Denuestos apoyados en sustituir la “falocracia patriarcal” por amenazas de castración no demostraron hasta hoy capacidad alguna para reducir la barbarie machista, sino más bien para lograr lo contrario. Ensayemos opciones ilustradas, y mostremos por ejemplo cómo el impulso a imponer el sometimiento femenino depende en alto grado de imaginarios bien determinados, empezando por una sacralización del himen que garantiza en la práctica los matrimonios no dependientes del consentimiento.

Si lo prefiere, señora vicepresidenta, defender otra igualdad que la jurídica es una pretensión tan tiránica como aspirar al mismo cuerpo, o al mismo número de zapato -origen esto último del tormento infligido durante siglos a tantas infelices chinas-, y le sugiero tener presente que la diferencia de potencial no solo es el origen de la corriente eléctrica sino del cosmos, abocado en otro caso a la muerte térmica.

Sin embargo, me preocupa mucho más su declaración de que no agotar la legislatura sería tomarle el pelo a la ciudadanía, pues no logro separar ese aserto del expuesto cuando era ministra de Cultura, y dijo que “el dinero público no es de nadie”. Lejos de ello, cada céntimo del pan ganado por los contribuyentes debe aplicarse en exclusiva al bien común, una categoría difícil de avenir con la política como profesión, y las décadas que llevan usted y tantos otros saltando de un mando a otro.

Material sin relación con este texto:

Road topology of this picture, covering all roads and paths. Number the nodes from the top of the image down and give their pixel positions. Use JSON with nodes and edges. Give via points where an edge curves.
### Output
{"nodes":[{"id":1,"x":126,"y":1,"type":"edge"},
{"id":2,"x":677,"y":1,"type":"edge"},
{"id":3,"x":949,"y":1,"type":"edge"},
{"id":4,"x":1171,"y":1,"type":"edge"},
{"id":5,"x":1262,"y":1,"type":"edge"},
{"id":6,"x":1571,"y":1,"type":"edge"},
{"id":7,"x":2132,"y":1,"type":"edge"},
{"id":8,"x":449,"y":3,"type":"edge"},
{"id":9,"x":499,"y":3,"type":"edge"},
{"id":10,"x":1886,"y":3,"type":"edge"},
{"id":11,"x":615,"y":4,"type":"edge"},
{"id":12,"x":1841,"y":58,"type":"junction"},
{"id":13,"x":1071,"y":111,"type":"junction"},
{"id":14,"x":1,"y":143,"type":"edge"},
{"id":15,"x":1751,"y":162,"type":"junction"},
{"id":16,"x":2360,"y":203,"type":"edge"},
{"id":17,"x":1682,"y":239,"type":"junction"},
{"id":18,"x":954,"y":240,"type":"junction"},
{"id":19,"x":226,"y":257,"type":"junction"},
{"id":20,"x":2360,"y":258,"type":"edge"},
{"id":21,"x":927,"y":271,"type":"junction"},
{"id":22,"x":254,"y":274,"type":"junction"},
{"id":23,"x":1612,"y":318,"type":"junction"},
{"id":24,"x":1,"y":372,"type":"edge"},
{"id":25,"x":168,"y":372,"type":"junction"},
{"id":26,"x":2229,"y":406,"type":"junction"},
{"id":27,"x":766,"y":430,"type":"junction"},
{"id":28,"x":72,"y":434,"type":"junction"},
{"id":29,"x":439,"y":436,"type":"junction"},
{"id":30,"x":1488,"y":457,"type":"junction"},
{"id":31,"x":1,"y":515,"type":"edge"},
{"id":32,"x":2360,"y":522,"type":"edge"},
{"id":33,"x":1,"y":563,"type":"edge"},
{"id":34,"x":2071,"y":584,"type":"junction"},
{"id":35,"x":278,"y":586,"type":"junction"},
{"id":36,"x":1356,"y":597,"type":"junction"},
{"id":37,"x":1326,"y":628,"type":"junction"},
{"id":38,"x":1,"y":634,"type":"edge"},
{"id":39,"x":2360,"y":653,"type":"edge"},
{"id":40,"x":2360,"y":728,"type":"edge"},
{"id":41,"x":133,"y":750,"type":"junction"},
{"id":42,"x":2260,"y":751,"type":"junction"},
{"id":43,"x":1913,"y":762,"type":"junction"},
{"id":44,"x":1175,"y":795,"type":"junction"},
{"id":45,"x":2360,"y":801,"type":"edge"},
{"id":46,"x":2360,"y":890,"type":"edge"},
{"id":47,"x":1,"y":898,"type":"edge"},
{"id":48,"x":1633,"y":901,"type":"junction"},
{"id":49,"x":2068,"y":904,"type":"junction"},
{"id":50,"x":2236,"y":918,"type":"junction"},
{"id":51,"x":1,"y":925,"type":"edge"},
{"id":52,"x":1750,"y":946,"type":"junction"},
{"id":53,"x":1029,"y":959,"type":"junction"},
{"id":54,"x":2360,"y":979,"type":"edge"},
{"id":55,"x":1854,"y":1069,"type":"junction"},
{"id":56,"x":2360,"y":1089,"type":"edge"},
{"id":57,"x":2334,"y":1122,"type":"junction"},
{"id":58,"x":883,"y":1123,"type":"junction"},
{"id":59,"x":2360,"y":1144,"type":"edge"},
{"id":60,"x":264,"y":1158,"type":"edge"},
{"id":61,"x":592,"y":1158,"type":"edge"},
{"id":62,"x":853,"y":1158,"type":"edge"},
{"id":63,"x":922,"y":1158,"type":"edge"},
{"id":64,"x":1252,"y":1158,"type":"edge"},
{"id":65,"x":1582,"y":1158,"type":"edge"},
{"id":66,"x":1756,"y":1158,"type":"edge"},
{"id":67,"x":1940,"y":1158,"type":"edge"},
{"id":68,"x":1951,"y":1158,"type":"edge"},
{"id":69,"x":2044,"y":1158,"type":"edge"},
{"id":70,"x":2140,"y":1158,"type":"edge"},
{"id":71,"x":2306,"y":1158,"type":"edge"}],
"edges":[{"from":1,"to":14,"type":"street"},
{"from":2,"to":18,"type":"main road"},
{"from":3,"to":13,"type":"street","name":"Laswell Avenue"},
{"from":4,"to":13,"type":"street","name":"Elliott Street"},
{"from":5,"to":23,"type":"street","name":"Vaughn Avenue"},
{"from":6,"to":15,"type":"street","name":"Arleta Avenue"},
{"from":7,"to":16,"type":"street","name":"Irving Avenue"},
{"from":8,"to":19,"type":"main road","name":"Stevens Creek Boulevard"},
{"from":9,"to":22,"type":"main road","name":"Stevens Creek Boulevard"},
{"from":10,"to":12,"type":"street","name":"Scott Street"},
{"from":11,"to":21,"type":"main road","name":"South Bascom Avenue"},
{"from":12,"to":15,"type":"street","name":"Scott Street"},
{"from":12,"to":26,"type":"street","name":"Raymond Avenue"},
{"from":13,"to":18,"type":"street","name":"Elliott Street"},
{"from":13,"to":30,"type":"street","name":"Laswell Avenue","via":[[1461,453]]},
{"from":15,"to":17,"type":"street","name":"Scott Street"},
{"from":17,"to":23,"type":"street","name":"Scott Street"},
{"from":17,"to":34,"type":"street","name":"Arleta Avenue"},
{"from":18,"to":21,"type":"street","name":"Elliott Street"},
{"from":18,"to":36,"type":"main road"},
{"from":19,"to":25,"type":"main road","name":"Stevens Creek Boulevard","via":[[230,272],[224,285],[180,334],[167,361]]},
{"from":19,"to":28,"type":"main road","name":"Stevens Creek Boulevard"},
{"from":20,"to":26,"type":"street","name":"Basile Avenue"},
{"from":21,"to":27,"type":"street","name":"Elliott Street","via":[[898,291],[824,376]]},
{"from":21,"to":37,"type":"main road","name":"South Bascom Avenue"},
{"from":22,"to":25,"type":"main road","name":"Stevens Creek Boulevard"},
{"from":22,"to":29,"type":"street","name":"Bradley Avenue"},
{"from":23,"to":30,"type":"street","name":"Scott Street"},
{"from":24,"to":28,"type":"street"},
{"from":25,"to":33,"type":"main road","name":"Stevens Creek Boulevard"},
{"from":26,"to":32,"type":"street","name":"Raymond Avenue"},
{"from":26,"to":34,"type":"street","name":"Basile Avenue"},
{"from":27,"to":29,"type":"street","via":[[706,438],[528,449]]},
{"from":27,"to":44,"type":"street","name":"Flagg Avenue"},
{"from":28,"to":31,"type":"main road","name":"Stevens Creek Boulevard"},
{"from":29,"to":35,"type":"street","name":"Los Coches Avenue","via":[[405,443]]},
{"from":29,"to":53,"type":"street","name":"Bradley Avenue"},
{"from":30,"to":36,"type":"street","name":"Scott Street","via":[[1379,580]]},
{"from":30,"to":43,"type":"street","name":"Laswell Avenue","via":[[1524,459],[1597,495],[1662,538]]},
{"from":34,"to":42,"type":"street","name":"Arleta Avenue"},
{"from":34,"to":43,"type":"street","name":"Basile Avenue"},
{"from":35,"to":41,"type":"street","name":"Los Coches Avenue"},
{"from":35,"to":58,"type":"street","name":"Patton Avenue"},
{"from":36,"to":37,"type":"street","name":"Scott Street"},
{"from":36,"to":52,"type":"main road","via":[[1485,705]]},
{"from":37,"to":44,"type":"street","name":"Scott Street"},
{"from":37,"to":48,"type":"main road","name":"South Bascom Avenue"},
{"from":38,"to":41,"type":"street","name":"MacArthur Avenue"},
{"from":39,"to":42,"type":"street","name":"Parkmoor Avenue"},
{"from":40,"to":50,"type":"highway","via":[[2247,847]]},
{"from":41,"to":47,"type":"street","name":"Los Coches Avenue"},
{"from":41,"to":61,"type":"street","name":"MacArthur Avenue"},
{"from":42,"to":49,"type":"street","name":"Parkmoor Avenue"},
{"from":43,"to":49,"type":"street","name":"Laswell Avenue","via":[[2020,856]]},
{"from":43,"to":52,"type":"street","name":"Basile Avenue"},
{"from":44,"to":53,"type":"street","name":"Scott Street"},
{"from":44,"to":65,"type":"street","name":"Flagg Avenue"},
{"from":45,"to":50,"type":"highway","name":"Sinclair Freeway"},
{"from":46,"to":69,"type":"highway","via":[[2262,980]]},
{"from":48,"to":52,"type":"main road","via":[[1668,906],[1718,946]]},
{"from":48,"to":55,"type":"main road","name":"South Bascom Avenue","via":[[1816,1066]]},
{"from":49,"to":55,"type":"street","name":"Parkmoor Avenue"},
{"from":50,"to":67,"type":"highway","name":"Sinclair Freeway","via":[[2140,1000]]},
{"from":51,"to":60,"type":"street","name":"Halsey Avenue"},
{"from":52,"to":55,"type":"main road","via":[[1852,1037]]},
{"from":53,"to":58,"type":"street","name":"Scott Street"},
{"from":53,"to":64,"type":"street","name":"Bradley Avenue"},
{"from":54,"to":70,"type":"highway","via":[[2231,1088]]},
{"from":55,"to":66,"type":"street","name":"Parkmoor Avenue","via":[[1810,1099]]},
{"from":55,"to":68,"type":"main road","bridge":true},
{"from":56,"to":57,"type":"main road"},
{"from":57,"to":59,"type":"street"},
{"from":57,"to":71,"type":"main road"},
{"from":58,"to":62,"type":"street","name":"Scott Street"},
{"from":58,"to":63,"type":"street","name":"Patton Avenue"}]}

Su anteproyecto de Ley del Cine decidió proteger a la industria nacional en términos chavistas, exigiendo exhibir una película nativa por cada tres foráneas, y quizá sintiéndolo mucho Zapatero la cesó a raíz de la huelga subsiguiente, secundada por el 93 por ciento de los cines. Actual titular de Igualdad, es evidente que la “austeridad” asumida por el presidente Sánchez le parece compatible con crear cuatro Ministerios nuevos, y no menos evidente que la proporción de 6 a 11 en carteras tampoco le parece desigual.

Doctorarse en Derecho no la ha llevado a ver en cualquier discriminación -y más aún en la indefinida- un engendro antijurídico, tan ultrajante para la equidad como una ley retroactiva, o una ley secreta, aunque el tema de la discriminación merece abordarse con máximo detenimiento, no con ocurrencias sueltas. De ahí que me limite a rogarle noticias precisas sobre la campaña de propaganda preventiva y la duración de su propio mandato.

La moción de censura castiga finalmente el “Luis sé fuerte” de Rajoy a Bárcenas,un SMS emitido en enero de 2013. Tal cosa no cambia para nada que en la primavera de 2018 el PSOE -y sus aliados nacionalistas- llevaran meses temiendo una fractura del sistema bipartidista, y las rentas del subsiguiente turnismo. Sobre un total de 350, su partido sigue teniendo 86 diputados, y la única tomadura de pelo sería ignorarlo.